Hiving The New Packages

It's that special time of year when we install new packages of bees.

I have to say that after last year's complete and utter panic when hiving switching to relief and enjoyment was not relived this year. In some ways this year seemed anticlimactic, but that may be due to the fact that I have some sort of cold. Part of me is incredibly irritated and full of self pity (it's spring, warblers are coming darn it and I'm sick) but the other part of me is grateful that if I'm going to have a cold, that I have it this week and not next week when I'm doing the World Series of Birding.

We had a larger posse out at the hives this time. Above is Lorraine going over the instructions along with Non Birding Bill (who filmed it and hopefully will be able to get it up on YouTube soon) and Mary, a friend.

This is Queen Mimi.
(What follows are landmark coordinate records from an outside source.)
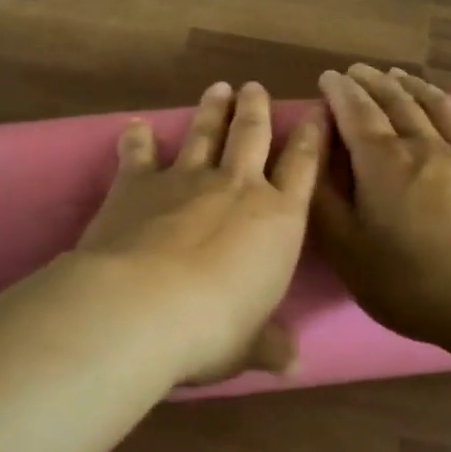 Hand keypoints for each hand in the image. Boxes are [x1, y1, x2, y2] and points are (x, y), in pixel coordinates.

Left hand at [76, 81, 322, 383]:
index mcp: (278, 219)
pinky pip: (138, 155)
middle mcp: (237, 187)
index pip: (304, 168)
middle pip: (252, 135)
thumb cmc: (214, 329)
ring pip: (205, 133)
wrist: (144, 306)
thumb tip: (294, 365)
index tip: (316, 112)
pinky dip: (136, 139)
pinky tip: (133, 126)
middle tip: (255, 87)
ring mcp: (185, 179)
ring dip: (212, 110)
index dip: (312, 137)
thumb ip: (271, 345)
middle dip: (257, 109)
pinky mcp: (138, 184)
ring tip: (219, 88)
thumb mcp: (250, 346)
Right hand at [313, 64, 450, 357]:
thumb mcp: (347, 251)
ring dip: (417, 87)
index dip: (339, 91)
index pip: (356, 112)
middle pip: (397, 102)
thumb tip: (312, 157)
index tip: (328, 77)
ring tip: (401, 76)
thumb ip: (323, 200)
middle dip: (373, 82)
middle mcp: (425, 146)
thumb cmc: (410, 282)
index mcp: (383, 161)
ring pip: (440, 108)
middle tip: (359, 71) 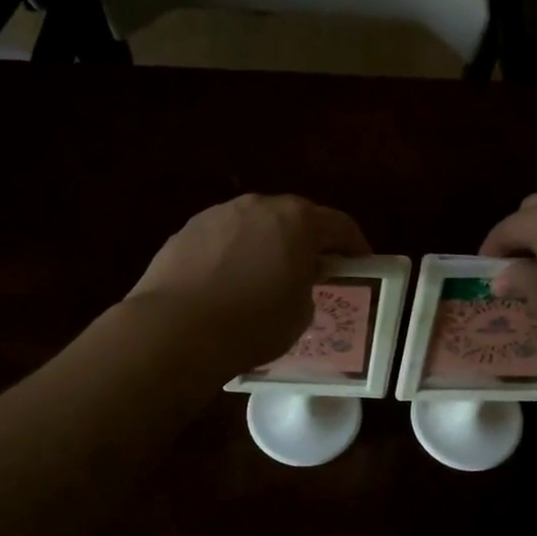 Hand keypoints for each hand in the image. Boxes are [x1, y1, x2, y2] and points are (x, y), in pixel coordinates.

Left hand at [126, 195, 370, 373]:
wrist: (176, 329)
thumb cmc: (253, 323)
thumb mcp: (300, 312)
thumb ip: (308, 284)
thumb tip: (298, 276)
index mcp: (298, 220)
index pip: (339, 225)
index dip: (354, 244)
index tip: (361, 262)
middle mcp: (259, 206)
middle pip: (294, 216)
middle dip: (307, 239)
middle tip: (313, 266)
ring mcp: (219, 214)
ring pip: (255, 224)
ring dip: (267, 242)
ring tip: (266, 273)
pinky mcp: (187, 230)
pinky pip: (224, 237)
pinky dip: (233, 252)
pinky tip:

She arrived in this cage which was in a larger box with about three pounds worth of bees (please don't ask how many bees are in a pound--I have no idea). As my bee instructor says, she was placed in the crate in this cage with three pounds of workers from a different hive. The cage gives the queen and new workers a chance "to work out their differences" or rather, give the queen a chance to use her pheromones to work their mojo on the workers and everybody gets along. First we poured all the workers into the empty hive and once we had those in, we release the queen.

bee queen

When I opened the cage, she half tumbled out but soon mixed in with all the workers. We filled the box up with frames, put on a feeder pail and a pollen patty--key ingredients to help the hives get to work drawing out comb so the queen can lay eggs and we can get the next generation growing. Some flowers were blooming. Near the location of these two hives we found some wood anemone and bloodroot blooming. The anemone already had a bee foraging on it, but I think it was an Olga bee.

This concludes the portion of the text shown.